The building is also draped in signs offering houses for sale for as little as €4,000. The waiter in the café tells us that the multi-storey building has been closed for years, that unemployment is between 15 and 20 per cent even though many people are moving away to larger towns or even abroad.

Setting off again east and then north-east, we are running almost parallel to the Turkish border that is only about 30 kilometres away. An hour and a half later we arrive in Burgas and I catch my first-ever glimpse of the Black Sea. As we cross the bridge into town the port looks quite busy, with container cranes silhouetted against the water and sky. We visit the railway station located almost on the sea front. It was built in 1903 and has been restored to its original glory. Then we head inland into the pedestrian zone, along Hristo Botev. There are some 100-year-old house wrecks in the side streets but a lot of new buildings too. I get the double feeling of a town on the sea and a university town, a little as if it might be a hot-climate version of my home town of Aberdeen – they seem to be about the same size. Of course the large number of posters and advertisements for houses and flats here and in the surrounding resorts, in English, heightens my awareness of the lack of written feedback I would normally take for granted.
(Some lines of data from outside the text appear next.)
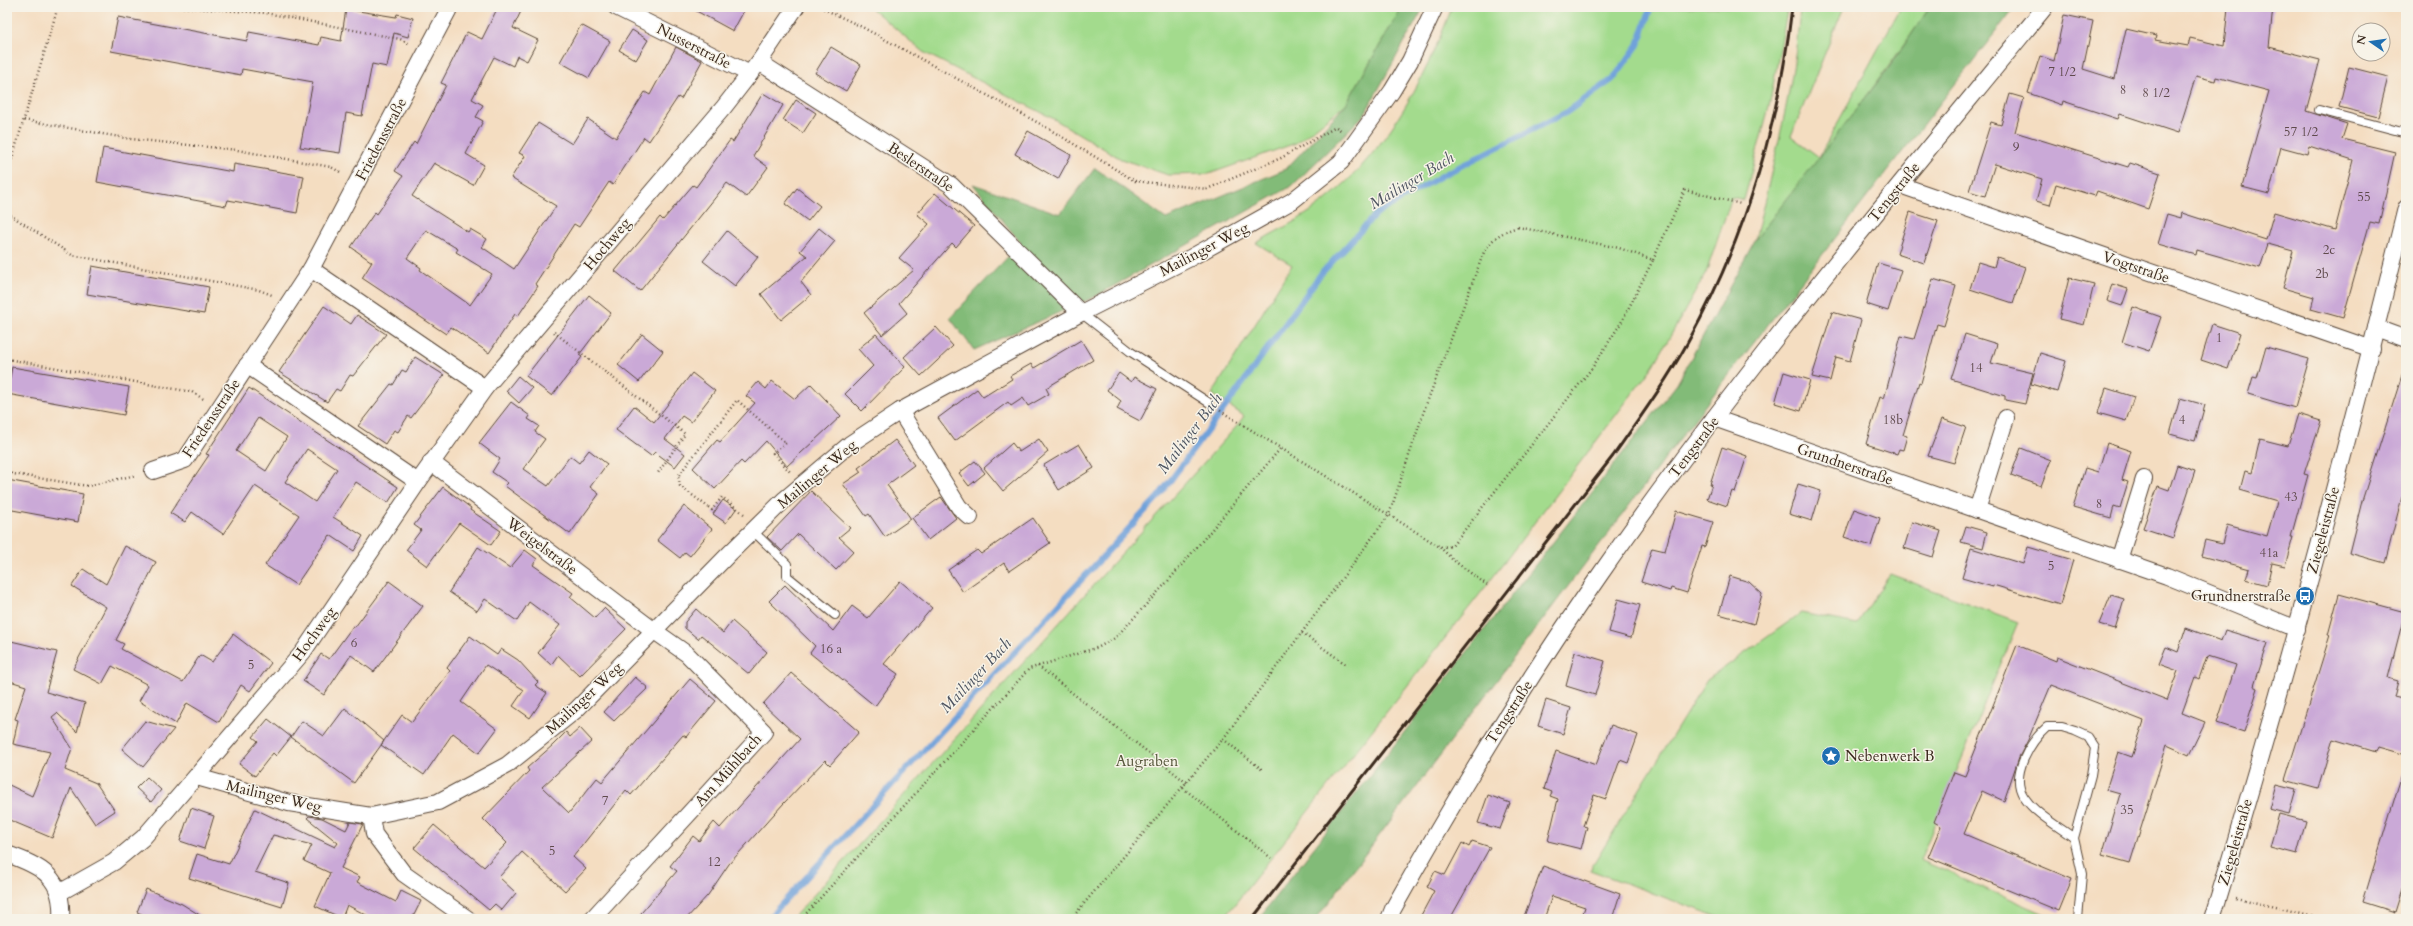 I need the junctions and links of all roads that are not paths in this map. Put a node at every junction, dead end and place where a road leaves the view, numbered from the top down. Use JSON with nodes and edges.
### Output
{"nodes":[{"id":1,"x":450,"y":7,"type":"edge"},
{"id":2,"x":616,"y":7,"type":"edge"},
{"id":3,"x":796,"y":7,"type":"edge"},
{"id":4,"x":1435,"y":7,"type":"edge"},
{"id":5,"x":2045,"y":7,"type":"edge"},
{"id":6,"x":755,"y":68,"type":"junction"},
{"id":7,"x":2319,"y":110,"type":"dead end"},
{"id":8,"x":2406,"y":133,"type":"edge"},
{"id":9,"x":1900,"y":184,"type":"junction"},
{"id":10,"x":2406,"y":208,"type":"edge"},
{"id":11,"x":310,"y":269,"type":"junction"},
{"id":12,"x":1081,"y":313,"type":"junction"},
{"id":13,"x":2376,"y":328,"type":"junction"},
{"id":14,"x":2406,"y":339,"type":"edge"},
{"id":15,"x":2372,"y":350,"type":"junction"},
{"id":16,"x":246,"y":365,"type":"junction"},
{"id":17,"x":485,"y":388,"type":"junction"},
{"id":18,"x":1208,"y":402,"type":"road end"},
{"id":19,"x":900,"y":411,"type":"junction"},
{"id":20,"x":1714,"y":418,"type":"junction"},
{"id":21,"x":2006,"y":418,"type":"dead end"},
{"id":22,"x":432,"y":462,"type":"junction"},
{"id":23,"x":153,"y":471,"type":"road end"},
{"id":24,"x":2144,"y":479,"type":"dead end"},
{"id":25,"x":418,"y":482,"type":"junction"},
{"id":26,"x":1977,"y":510,"type":"junction"},
{"id":27,"x":970,"y":516,"type":"dead end"},
{"id":28,"x":756,"y":528,"type":"junction"},
{"id":29,"x":2119,"y":560,"type":"junction"},
{"id":30,"x":835,"y":615,"type":"dead end"},
{"id":31,"x":2297,"y":629,"type":"junction"},
{"id":32,"x":653,"y":630,"type":"junction"},
{"id":33,"x":197,"y":777,"type":"junction"},
{"id":34,"x":371,"y":816,"type":"junction"},
{"id":35,"x":2074,"y":838,"type":"junction"},
{"id":36,"x":7,"y":854,"type":"edge"},
{"id":37,"x":59,"y":893,"type":"junction"},
{"id":38,"x":60,"y":919,"type":"edge"},
{"id":39,"x":467,"y":919,"type":"edge"},
{"id":40,"x":592,"y":919,"type":"edge"},
{"id":41,"x":1389,"y":919,"type":"edge"},
{"id":42,"x":2078,"y":919,"type":"edge"},
{"id":43,"x":2212,"y":919,"type":"edge"}],
"edges":[{"from":1,"to":11,"type":"street","name":"Friedensstraße"},
{"from":2,"to":6,"type":"street","name":"Nusserstraße"},
{"from":3,"to":6,"type":"street","name":"Hochweg"},
{"from":4,"to":12,"type":"street","name":"Mailinger Weg"},
{"from":5,"to":9,"type":"street","name":"Tengstraße"},
{"from":6,"to":12,"type":"street","name":"Beslerstraße"},
{"from":6,"to":17,"type":"street","name":"Hochweg"},
{"from":7,"to":8,"type":"lane"},
{"from":9,"to":15,"type":"street","name":"Vogtstraße"},
{"from":9,"to":20,"type":"street","name":"Tengstraße"},
{"from":10,"to":13,"type":"street","name":"Ziegeleistraße"},
{"from":11,"to":16,"type":"street","name":"Friedensstraße"},
{"from":11,"to":17,"type":"street"},
{"from":12,"to":18,"type":"lane"},
{"from":12,"to":19,"type":"street","name":"Mailinger Weg"},
{"from":13,"to":14,"type":"street"},
{"from":13,"to":15,"type":"street","name":"Ziegeleistraße"},
{"from":15,"to":31,"type":"street","name":"Ziegeleistraße"},
{"from":16,"to":23,"type":"street","name":"Friedensstraße"},
{"from":16,"to":25,"type":"street"},
{"from":17,"to":22,"type":"street","name":"Hochweg"},
{"from":19,"to":27,"type":"street"},
{"from":19,"to":28,"type":"street","name":"Mailinger Weg"},
{"from":20,"to":26,"type":"street","name":"Grundnerstraße"},
{"from":20,"to":41,"type":"street","name":"Tengstraße"},
{"from":21,"to":26,"type":"street"},
{"from":22,"to":25,"type":"street","name":"Hochweg"},
{"from":22,"to":32,"type":"street","name":"Weigelstraße"},
{"from":24,"to":29,"type":"street"},
{"from":25,"to":33,"type":"street","name":"Hochweg"},
{"from":26,"to":29,"type":"street","name":"Grundnerstraße"},
{"from":28,"to":30,"type":"lane"},
{"from":28,"to":32,"type":"street","name":"Mailinger Weg"},
{"from":29,"to":31,"type":"street","name":"Grundnerstraße"},
{"from":31,"to":43,"type":"street","name":"Ziegeleistraße"},
{"from":32,"to":34,"type":"street","name":"Mailinger Weg"},
{"from":32,"to":40,"type":"street","name":"Am Mühlbach"},
{"from":33,"to":34,"type":"street","name":"Mailinger Weg"},
{"from":33,"to":37,"type":"street","name":"Hochweg"},
{"from":34,"to":39,"type":"street"},
{"from":35,"to":35,"type":"lane"},
{"from":35,"to":42,"type":"lane"},
{"from":36,"to":37,"type":"street"},
{"from":37,"to":38,"type":"street"}]}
On some of the side streets, on our way to the Museum of History, we notice a lot of work for the EVN, the ‘normal’ sort of electrical spaghetti looping overhead and decorating the facades of the houses. Then we visit the Ethnographical Museum across from the Church of St. Cyril and St. Methodius. It seems both absolutely logical (monkish manuscripts etc.) and simultaneously very strange to have a church dedicated to the inventors of literacy. The disquiet is probably due to my entrenched attitudes of separating church and secular learning. If you are brought up here, it is probably not an issue, just a fact. A comparable situation happened when we were involved in planning a project for Nepal. We were looking at some Sherpa wooden ceremonial knives with triangular cross sections.

When we asked a Sherpa about what the shape and carving meant he gave us a prosaic answer: ‘If my tap doesn’t produce water, I call the plumber. If I have a spiritual problem, I call the priest. I don’t need to know how it all works.’